Quoique le défaut de population paraisse abandonner les immenses déserts de la Tartarie aux bêtes sauvages, les loups pourtant s'y rencontrent assez rarement. Cela vient sans doute de la guerre incessante et acharnée que leur font les Mongols ; ils les poursuivent partout à outrance ; ils les regardent comme leur ennemi capital, à cause des grands dommages qu'ils peuvent causer à leurs troupeaux. La nouvelle qu'un loup a apparu dans le voisinage, est, pour tout le monde, le signal de monter à cheval ; comme il y a toujours, près de chaque tente, des chevaux sellés par avance, en un instant la plaine est couverte de nombreux cavaliers, tous armés de leur longue perche. Le loup a beau courir dans toutes les directions, il rencontre partout des cavaliers qui se précipitent sur lui. Il n'est pas de montagne si raboteuse et si ardue, où les chevaux des Tartares, agiles comme des chevreuils, ne puissent l'aller poursuivre.
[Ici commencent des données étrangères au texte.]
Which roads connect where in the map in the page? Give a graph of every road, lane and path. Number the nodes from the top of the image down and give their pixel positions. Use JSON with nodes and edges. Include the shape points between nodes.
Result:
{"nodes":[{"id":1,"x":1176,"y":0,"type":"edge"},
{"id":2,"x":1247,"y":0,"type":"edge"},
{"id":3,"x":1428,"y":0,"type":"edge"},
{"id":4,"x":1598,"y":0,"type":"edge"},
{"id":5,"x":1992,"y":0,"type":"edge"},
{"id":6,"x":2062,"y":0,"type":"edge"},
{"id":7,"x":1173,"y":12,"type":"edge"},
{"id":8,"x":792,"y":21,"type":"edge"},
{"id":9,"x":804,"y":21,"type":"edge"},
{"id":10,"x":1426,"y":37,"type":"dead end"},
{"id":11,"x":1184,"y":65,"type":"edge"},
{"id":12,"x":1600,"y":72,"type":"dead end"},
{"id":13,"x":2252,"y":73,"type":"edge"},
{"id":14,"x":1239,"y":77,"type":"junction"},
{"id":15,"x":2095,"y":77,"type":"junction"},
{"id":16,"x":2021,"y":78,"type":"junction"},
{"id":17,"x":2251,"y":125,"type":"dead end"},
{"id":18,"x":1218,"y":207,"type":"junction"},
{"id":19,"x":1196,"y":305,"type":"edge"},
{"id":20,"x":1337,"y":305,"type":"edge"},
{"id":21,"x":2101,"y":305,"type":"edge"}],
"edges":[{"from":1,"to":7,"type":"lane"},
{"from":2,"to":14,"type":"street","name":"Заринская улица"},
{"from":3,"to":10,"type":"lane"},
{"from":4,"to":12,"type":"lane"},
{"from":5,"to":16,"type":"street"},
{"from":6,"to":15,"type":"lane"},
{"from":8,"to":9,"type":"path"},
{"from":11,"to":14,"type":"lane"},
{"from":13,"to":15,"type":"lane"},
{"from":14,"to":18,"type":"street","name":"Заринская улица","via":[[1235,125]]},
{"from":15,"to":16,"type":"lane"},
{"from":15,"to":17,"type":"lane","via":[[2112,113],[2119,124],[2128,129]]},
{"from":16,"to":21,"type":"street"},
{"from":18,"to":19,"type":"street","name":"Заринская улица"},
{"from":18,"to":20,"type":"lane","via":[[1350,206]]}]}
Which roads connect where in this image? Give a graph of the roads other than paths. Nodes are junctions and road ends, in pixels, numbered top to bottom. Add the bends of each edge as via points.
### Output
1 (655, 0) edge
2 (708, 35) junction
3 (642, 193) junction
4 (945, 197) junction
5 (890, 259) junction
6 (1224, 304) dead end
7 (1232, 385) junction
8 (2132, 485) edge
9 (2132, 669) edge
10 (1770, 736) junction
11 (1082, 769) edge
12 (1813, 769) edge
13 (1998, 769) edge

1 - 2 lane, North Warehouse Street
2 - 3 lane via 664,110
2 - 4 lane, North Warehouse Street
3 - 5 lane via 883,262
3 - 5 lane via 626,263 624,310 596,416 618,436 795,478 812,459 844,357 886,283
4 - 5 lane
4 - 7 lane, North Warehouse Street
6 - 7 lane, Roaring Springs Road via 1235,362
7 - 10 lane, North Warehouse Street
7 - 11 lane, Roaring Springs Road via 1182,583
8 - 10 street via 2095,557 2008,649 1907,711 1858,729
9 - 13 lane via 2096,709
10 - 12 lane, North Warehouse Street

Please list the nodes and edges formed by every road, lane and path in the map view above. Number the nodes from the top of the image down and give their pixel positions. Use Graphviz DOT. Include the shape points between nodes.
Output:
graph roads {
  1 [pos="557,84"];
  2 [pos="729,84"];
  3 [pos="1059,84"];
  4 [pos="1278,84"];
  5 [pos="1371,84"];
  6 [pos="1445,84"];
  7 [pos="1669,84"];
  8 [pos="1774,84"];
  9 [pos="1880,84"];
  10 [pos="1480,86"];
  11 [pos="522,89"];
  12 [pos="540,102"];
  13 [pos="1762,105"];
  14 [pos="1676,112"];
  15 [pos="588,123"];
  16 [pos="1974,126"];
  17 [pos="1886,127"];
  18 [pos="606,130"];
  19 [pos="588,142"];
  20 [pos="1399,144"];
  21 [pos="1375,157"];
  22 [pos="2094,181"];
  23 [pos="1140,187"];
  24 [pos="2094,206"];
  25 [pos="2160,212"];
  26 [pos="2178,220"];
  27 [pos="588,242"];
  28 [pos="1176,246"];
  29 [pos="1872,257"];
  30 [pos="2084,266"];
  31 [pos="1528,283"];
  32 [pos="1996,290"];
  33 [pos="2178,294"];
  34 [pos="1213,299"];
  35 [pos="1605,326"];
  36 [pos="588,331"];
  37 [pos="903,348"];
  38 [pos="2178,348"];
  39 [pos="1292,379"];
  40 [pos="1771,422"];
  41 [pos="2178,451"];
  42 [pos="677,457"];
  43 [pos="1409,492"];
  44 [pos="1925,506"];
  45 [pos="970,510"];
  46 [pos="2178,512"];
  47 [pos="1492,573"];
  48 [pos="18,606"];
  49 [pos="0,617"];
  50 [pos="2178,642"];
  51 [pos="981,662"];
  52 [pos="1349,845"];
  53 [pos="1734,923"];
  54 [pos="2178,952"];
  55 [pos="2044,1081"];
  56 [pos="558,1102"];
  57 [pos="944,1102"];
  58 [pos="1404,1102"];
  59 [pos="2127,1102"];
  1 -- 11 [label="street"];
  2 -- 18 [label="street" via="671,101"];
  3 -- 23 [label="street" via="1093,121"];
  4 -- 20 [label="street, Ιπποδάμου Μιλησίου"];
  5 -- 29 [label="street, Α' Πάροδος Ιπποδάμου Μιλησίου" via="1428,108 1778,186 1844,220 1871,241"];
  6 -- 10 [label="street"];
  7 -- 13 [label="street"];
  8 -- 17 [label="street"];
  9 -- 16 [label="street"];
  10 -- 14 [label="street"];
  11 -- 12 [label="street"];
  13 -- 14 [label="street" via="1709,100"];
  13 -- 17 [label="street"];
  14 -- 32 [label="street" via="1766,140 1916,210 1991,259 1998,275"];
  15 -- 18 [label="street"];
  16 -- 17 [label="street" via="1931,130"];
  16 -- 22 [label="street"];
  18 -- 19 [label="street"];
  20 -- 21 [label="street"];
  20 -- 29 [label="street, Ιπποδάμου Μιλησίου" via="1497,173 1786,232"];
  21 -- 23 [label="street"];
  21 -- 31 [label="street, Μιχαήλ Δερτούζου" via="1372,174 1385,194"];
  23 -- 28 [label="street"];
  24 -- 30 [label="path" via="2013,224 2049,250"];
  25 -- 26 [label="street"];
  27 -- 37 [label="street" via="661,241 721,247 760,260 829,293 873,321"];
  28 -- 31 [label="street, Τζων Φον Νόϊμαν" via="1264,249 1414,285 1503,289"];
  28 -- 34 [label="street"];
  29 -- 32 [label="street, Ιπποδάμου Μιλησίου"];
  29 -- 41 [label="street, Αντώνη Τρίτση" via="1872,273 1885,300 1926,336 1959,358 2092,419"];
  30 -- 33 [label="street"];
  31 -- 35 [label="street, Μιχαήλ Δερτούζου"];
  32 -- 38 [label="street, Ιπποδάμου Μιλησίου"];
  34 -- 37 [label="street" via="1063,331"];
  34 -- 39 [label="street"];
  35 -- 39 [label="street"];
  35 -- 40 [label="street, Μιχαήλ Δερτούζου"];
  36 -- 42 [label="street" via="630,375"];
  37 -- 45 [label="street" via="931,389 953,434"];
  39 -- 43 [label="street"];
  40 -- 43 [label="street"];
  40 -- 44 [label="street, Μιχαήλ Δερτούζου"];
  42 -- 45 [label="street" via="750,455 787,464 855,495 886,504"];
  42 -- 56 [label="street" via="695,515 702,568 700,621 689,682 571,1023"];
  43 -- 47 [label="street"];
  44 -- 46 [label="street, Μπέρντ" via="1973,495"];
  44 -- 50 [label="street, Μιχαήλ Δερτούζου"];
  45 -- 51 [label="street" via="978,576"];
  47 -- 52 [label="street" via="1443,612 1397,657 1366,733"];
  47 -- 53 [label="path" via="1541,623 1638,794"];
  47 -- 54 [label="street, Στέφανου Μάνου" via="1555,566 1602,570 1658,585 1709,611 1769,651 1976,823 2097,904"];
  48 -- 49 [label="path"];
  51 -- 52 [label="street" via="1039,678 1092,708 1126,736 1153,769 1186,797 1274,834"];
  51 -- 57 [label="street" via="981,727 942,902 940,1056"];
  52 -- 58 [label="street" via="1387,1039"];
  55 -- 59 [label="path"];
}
Le cavalier qui est enfin parvenu à lui passer le nœud coulant autour du cou, se sauve au galop, en le traînant après lui, jusqu'à la tente la plus voisine ; là, on lui lie fortement le museau, afin de pouvoir le torturer en toute sécurité ; pour le dénouement de la pièce, on écorche l'animal tout vif, puis on le met en liberté. Pendant l'été, il vit encore ainsi plusieurs jours ; mais en hiver, exposé sans fourrure aux rigueurs de la saison, il meurt incontinent gelé de froid.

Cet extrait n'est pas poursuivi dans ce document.